Description of the task: Pictures aside, output each record exactly.

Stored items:
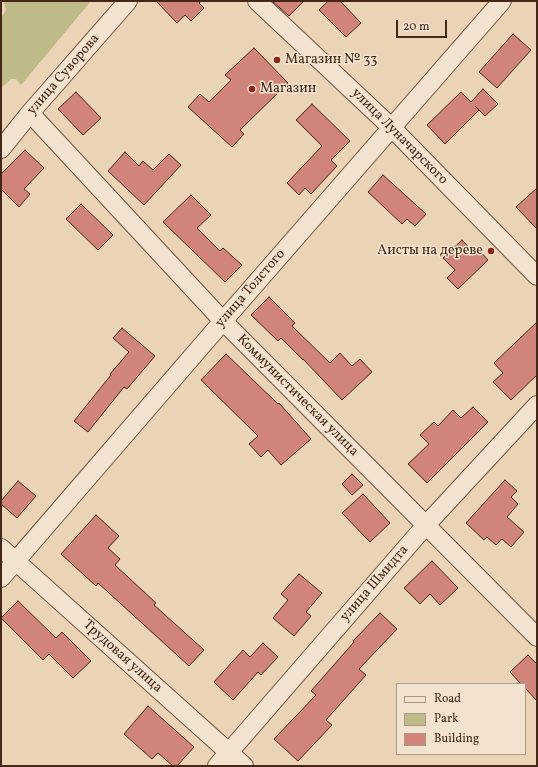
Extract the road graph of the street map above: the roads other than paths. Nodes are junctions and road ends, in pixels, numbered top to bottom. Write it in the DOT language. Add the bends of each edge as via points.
graph roads {
  1 [pos="128,1"];
  2 [pos="258,1"];
  3 [pos="502,1"];
  4 [pos="30,113"];
  5 [pos="392,128"];
  6 [pos="1,149"];
  7 [pos="537,276"];
  8 [pos="223,321"];
  9 [pos="537,405"];
  10 [pos="426,525"];
  11 [pos="1,548"];
  12 [pos="16,561"];
  13 [pos="1,578"];
  14 [pos="537,638"];
  15 [pos="223,759"];
  16 [pos="244,766"];
  1 -- 4 [label="street, улица Суворова"];
  2 -- 5 [label="street, улица Луначарского"];
  3 -- 5 [label="street, улица Толстого"];
  4 -- 6 [label="street, улица Суворова"];
  4 -- 8 [label="street, Коммунистическая улица"];
  5 -- 7 [label="street, улица Луначарского"];
  5 -- 8 [label="street, улица Толстого"];
  8 -- 10 [label="street, Коммунистическая улица"];
  8 -- 12 [label="street, улица Толстого"];
  9 -- 10 [label="street, улица Шмидта"];
  10 -- 14 [label="street, Коммунистическая улица"];
  10 -- 15 [label="street, улица Шмидта"];
  11 -- 12 [label="street, Трудовая улица"];
  12 -- 13 [label="street, улица Толстого"];
  12 -- 15 [label="street, Трудовая улица"];
  15 -- 16 [label="street, Трудовая улица"];
}
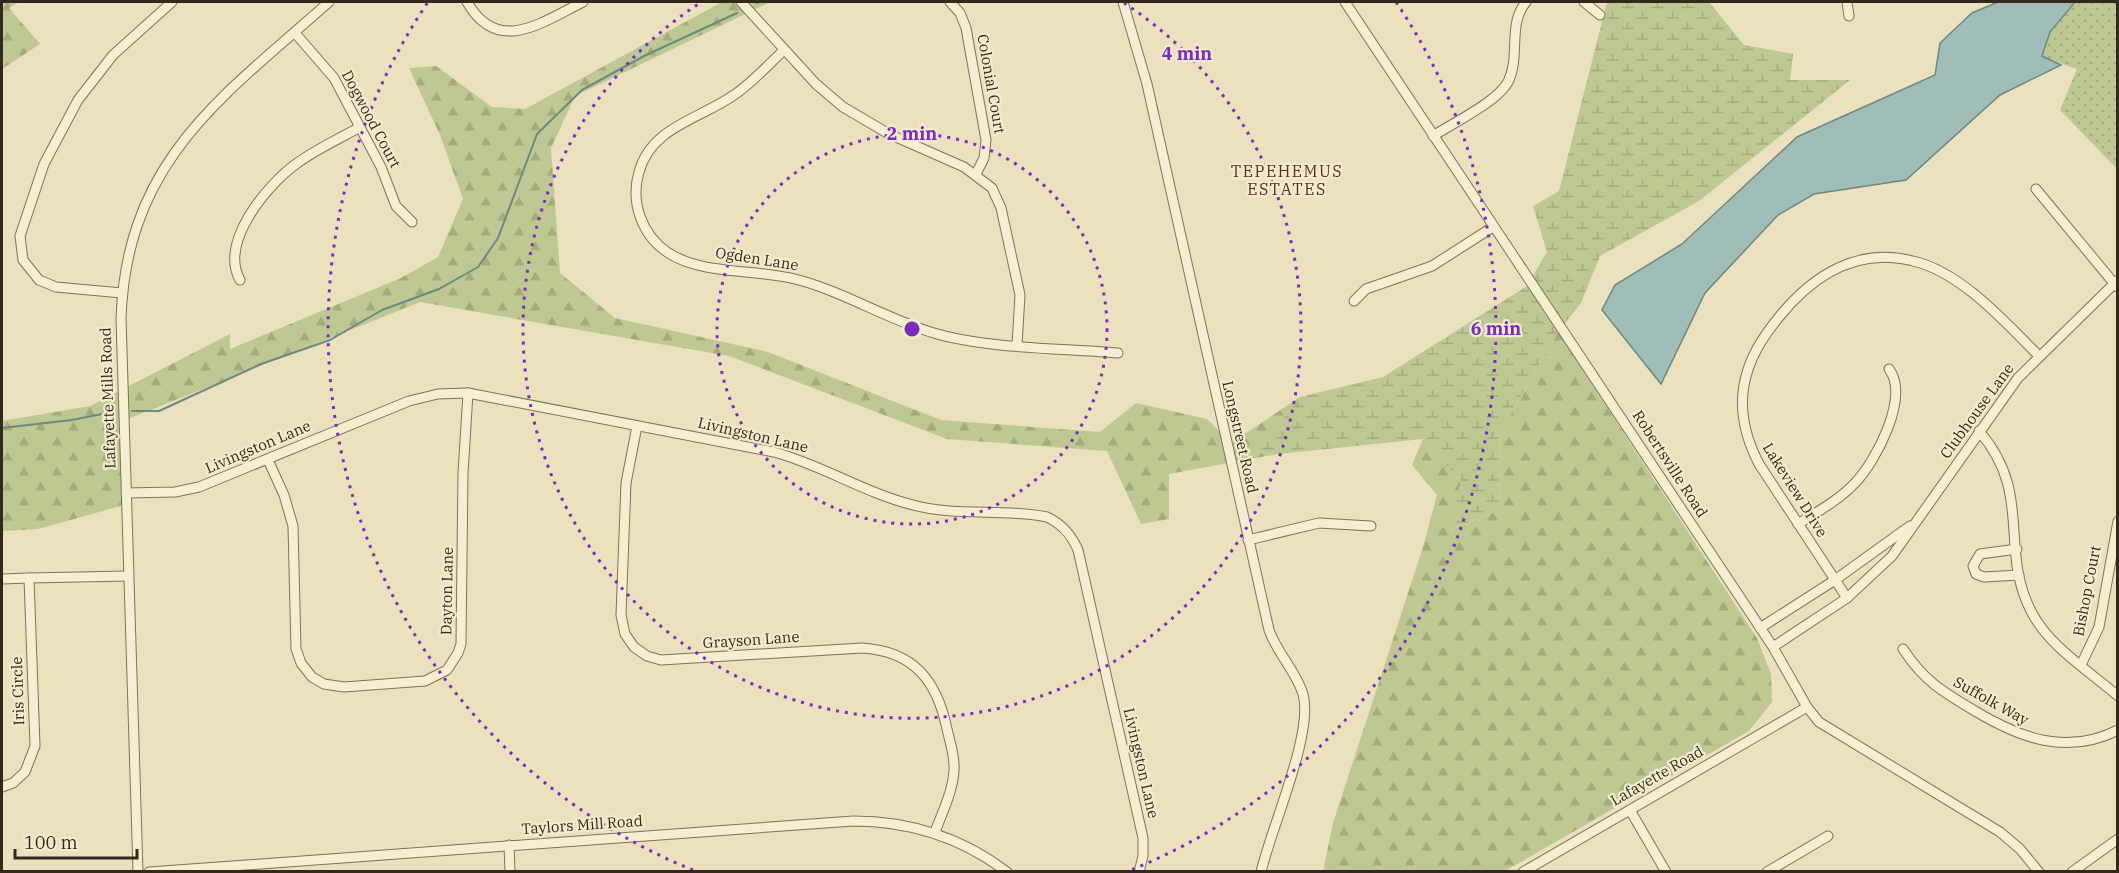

Answer to the exercise:
Extract the road graph of the street map above: the roads other than paths. Nodes are junctions and road ends, in pixels, numbered top to bottom. Write it in the DOT language. Add the bends of each edge as via points.
graph roads {
  1 [pos="128,1"];
  2 [pos="258,1"];
  3 [pos="502,1"];
  4 [pos="30,113"];
  5 [pos="392,128"];
  6 [pos="1,149"];
  7 [pos="537,276"];
  8 [pos="223,321"];
  9 [pos="537,405"];
  10 [pos="426,525"];
  11 [pos="1,548"];
  12 [pos="16,561"];
  13 [pos="1,578"];
  14 [pos="537,638"];
  15 [pos="223,759"];
  16 [pos="244,766"];
  1 -- 4 [label="street, улица Суворова"];
  2 -- 5 [label="street, улица Луначарского"];
  3 -- 5 [label="street, улица Толстого"];
  4 -- 6 [label="street, улица Суворова"];
  4 -- 8 [label="street, Коммунистическая улица"];
  5 -- 7 [label="street, улица Луначарского"];
  5 -- 8 [label="street, улица Толстого"];
  8 -- 10 [label="street, Коммунистическая улица"];
  8 -- 12 [label="street, улица Толстого"];
  9 -- 10 [label="street, улица Шмидта"];
  10 -- 14 [label="street, Коммунистическая улица"];
  10 -- 15 [label="street, улица Шмидта"];
  11 -- 12 [label="street, Трудовая улица"];
  12 -- 13 [label="street, улица Толстого"];
  12 -- 15 [label="street, Трудовая улица"];
  15 -- 16 [label="street, Трудовая улица"];
}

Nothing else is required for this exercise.